More aggressive treatment options include surgery and radiation therapy.
O’Neal’s Prostate Cancer Treatment and Possible Side Effects
O’Neal said in a forum hosted by the Prostate Cancer Research Institute that he chose to undergo cryotherapy. “I was particularly attracted to the cryotherapy option because of the reduced risk of side effects,” O’Neal said, adding that he hadn’t experienced any side effects at the time.
Cryotherapy is the freezing of cancer cells, and it’s most often used for early prostate cancer. This form of treatment is often thought to have fewer side effects. However, Dr. James Brooks, Chief of Urologic Oncology at Stanford Medicine, says this treatment still has side effects, such as dead tissue in the prostate.
“I’ve had men come in with severe infections of the dead tissue in their prostate that are absolutely miserable,” Dr.
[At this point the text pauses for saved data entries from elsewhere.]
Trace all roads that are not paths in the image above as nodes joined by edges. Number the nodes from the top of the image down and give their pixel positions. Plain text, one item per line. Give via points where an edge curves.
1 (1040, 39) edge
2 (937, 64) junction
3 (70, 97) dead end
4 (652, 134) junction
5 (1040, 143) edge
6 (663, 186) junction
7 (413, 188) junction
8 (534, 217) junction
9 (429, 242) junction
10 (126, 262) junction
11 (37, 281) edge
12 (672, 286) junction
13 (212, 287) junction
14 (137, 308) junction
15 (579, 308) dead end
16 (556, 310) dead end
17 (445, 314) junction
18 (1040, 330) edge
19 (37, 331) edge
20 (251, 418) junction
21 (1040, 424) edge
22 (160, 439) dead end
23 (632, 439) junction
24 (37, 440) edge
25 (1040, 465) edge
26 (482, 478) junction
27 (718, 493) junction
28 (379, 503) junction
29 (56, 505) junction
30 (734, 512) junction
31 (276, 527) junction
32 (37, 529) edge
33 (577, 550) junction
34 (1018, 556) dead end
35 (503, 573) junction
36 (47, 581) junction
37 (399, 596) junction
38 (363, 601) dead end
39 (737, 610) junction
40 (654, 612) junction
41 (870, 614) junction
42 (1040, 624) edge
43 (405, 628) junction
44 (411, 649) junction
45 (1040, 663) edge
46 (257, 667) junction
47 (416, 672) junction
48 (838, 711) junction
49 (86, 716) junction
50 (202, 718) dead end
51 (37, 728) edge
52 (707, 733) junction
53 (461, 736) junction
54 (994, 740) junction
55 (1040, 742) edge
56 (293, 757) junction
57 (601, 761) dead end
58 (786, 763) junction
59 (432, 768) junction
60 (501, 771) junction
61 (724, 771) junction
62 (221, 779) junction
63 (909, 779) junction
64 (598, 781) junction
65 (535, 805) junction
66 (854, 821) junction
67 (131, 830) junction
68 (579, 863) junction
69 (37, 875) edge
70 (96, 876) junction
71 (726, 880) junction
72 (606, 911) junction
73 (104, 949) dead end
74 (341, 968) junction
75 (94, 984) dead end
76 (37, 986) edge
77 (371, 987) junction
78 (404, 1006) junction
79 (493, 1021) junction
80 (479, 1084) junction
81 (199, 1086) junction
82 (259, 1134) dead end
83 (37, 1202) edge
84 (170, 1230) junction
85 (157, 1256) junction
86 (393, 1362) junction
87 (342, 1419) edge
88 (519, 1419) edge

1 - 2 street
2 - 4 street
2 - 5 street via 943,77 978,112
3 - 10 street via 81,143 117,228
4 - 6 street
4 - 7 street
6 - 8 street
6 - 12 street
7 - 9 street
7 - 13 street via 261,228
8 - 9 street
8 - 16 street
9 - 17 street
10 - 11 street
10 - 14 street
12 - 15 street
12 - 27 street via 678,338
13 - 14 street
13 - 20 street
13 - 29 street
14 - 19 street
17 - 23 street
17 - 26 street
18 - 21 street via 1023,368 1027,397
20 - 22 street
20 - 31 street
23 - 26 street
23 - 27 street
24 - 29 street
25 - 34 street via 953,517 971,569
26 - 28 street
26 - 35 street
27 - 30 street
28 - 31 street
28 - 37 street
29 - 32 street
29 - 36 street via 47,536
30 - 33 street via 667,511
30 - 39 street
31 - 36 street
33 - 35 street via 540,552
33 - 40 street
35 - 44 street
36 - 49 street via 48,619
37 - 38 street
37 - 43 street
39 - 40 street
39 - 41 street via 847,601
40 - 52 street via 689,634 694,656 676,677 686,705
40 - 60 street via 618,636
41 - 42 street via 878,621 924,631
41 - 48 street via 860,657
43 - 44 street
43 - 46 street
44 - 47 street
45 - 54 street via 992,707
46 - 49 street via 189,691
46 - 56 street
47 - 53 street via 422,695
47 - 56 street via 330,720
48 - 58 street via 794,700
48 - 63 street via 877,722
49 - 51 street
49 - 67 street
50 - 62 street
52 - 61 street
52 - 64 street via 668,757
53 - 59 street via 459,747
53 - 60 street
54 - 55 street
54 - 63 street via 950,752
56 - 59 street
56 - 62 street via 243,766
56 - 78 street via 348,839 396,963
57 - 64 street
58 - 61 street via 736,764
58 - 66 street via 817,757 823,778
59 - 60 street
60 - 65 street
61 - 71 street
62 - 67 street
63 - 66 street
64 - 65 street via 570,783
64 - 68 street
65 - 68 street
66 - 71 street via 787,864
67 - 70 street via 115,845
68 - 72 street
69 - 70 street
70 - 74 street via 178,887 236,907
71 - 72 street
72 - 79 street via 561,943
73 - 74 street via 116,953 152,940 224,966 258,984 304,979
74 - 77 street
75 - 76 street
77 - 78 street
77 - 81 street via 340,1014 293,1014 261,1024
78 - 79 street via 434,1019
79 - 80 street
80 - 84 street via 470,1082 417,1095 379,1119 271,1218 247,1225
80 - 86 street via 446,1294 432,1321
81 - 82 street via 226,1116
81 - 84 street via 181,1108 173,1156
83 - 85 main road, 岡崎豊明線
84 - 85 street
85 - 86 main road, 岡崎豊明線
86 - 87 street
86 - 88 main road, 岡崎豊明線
Brooks tells SurvivorNet.
“The side effects…they fit the same spectrum of what you see with surgery and radiation therapy. So, it’s sometimes sold as sort of a free ride so that you get fewer side effects from it [but] that’s not the case,” Dr. Brooks adds.
According to the National Cancer Institute, side effects of cryotherapy amid prostate cancer may include problems with urine flow, incontinence, erectile dysfunction, and damage to the rectum.
Questions for Your Doctor
If you have experienced symptoms associated with prostate cancer or have a screening coming up, here are some questions you may ask your doctor:
- If I have elevated PSA levels, what could be causing that besides cancer?
- How long will it take to learn if my PSA levels warrant further testing?
- What are the treatment options that are best suited for me based on my risk level?
- What financial resources exist to help me with the costs associated with treatment?
- How long will my potential treatment prevent me from working or continuing normal activities?